Negotiations on the other important track, the Global Goal on Adaptation (GGA), is also deadlocked for the last two days.
The GGA is about finding an adaptation equivalent of a 1.5 degree Celsius temperature target. Adaptation is essentially local and its benefits also accrue locally, unlike emission cuts which provides global benefits, irrespective of the location or geography in which the cuts are made. Developing countries have been claiming that because of this, adaptation does not get enough attention, and resources, and insisting that a framework for a ‘global goal’, something similar to the 1.5 degree Celsius or the net-zero targets, on adaptation must also be defined. The Paris Agreement had acknowledged this demand, and the Glasgow meeting in 2021 had agreed to finalise it this year.
The GGA, just like the GST, is one of the deliverables from COP28.
The current draft on GGA identifies some common global objectives on adaptation, like making food and agriculture production climate-resilient and reducing climate-induced water scarcity. A two-year work programme is supposed to be launched to decide on the indicators that can measure progress on these efforts. But there is no provision for money in the text, and developing countries say it would become meaningless in the absence of clear financial flows. The lack of adequate differentiation between the responsibilities of developed and developing countries is also a problem.

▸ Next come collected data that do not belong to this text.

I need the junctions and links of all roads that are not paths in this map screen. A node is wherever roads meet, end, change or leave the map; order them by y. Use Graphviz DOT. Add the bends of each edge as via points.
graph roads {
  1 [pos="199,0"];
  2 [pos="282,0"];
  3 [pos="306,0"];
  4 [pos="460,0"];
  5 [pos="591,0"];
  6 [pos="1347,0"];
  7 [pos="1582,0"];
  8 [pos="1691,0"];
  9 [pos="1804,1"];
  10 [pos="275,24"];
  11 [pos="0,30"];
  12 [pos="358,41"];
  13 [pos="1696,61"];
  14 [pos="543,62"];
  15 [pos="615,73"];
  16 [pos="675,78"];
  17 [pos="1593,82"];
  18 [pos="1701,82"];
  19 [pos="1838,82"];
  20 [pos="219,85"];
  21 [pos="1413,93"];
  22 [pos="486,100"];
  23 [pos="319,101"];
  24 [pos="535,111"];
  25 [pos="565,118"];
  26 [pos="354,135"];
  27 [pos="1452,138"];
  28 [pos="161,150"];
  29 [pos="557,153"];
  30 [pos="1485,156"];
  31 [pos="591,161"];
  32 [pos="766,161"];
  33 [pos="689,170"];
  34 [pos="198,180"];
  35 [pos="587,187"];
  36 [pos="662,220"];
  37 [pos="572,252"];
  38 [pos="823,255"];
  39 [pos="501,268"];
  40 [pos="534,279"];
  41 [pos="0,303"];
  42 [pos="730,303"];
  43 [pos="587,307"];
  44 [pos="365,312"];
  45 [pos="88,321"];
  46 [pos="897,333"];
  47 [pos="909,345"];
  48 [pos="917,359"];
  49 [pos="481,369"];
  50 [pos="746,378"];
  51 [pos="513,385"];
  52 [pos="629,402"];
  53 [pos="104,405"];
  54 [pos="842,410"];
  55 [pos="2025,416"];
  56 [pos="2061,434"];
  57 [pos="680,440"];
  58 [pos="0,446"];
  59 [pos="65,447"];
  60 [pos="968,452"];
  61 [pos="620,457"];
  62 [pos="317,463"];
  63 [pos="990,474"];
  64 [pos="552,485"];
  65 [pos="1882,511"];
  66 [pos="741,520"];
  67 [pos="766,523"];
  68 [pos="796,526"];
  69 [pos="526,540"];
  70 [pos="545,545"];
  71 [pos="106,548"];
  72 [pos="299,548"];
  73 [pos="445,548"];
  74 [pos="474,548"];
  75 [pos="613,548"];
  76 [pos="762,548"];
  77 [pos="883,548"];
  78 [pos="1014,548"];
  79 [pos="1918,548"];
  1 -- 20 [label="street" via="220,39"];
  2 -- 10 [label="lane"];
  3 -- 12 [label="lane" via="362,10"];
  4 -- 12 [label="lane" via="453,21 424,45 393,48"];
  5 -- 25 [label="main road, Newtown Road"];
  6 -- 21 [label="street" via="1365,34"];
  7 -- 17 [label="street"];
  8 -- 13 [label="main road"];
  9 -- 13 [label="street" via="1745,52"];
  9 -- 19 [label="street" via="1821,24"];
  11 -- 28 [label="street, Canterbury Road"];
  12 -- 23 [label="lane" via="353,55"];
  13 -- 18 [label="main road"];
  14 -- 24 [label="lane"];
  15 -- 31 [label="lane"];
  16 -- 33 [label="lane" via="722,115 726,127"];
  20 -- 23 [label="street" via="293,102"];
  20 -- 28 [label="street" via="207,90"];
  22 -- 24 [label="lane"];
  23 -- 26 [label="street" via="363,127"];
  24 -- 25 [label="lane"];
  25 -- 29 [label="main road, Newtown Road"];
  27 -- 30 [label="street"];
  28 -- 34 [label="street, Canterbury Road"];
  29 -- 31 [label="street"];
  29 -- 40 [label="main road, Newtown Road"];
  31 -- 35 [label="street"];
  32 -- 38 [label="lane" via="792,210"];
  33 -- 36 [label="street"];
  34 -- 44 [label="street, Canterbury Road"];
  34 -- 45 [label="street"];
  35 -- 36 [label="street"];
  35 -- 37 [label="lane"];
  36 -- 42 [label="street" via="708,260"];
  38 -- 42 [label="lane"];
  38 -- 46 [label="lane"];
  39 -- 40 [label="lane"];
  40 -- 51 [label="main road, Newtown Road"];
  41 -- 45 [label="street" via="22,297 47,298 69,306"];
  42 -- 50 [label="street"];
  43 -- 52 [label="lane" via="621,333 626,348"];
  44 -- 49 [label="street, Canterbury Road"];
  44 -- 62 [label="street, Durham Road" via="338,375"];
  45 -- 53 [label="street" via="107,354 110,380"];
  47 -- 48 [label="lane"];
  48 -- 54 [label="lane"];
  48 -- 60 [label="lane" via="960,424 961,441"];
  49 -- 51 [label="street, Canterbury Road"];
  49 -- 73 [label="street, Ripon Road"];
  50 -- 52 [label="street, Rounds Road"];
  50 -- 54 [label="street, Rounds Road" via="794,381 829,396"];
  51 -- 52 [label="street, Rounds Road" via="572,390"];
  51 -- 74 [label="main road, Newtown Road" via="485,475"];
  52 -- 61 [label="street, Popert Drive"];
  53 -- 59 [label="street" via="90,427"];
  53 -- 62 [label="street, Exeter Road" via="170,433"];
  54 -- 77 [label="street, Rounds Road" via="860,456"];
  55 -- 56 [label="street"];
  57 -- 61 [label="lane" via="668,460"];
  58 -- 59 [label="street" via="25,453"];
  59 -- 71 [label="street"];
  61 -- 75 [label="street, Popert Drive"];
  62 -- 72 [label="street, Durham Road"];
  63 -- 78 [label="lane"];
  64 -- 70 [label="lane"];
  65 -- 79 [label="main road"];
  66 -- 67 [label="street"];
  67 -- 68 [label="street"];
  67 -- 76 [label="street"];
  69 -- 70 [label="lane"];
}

Fossil fuel phase-out and problems in GGA might be the most important, but there are many other major differences in the positions of countries over a range of issues, not the least on the reluctance of developed countries to commit more financial resources for climate actions.
COP28 hosts UAE has been claiming that it would be able to bring this conference to a successful end by 11 AM on Tuesday, but never has a COP finished on time in the last 25 years.
Speaking on Monday morning, UNFCCC executive secretary Simon Steil laid down the roadmap for a successful conclusion of this COP over the next 24 hours.
“First, clear the unnecessary tactical blockades out of the way. And there have been many along this journey. The Global Stocktake needs to help all countries get out of this mess. Any strategic landmines that blow it up for one, blow it up for all. Second, I urge negotiators to reject incrementalism. Each step from the highest, each step back from the highest ambition will cost countless millions of lives, not in the next political or economic cycle, for future leaders to deal with, but right now, across every country,” he said.
“Third, preserve and respect every party’s seat at the table. Inclusion, representation, and transparency are the key tenets of this process. And fourth, in this final quarter, it’s all eyes on the prize. That means highest ambition outcomes must stay front and centre. The reality is that the highest ambition outcomes are the only way for all governments to leave Dubai with a win under their belt,” Steil said.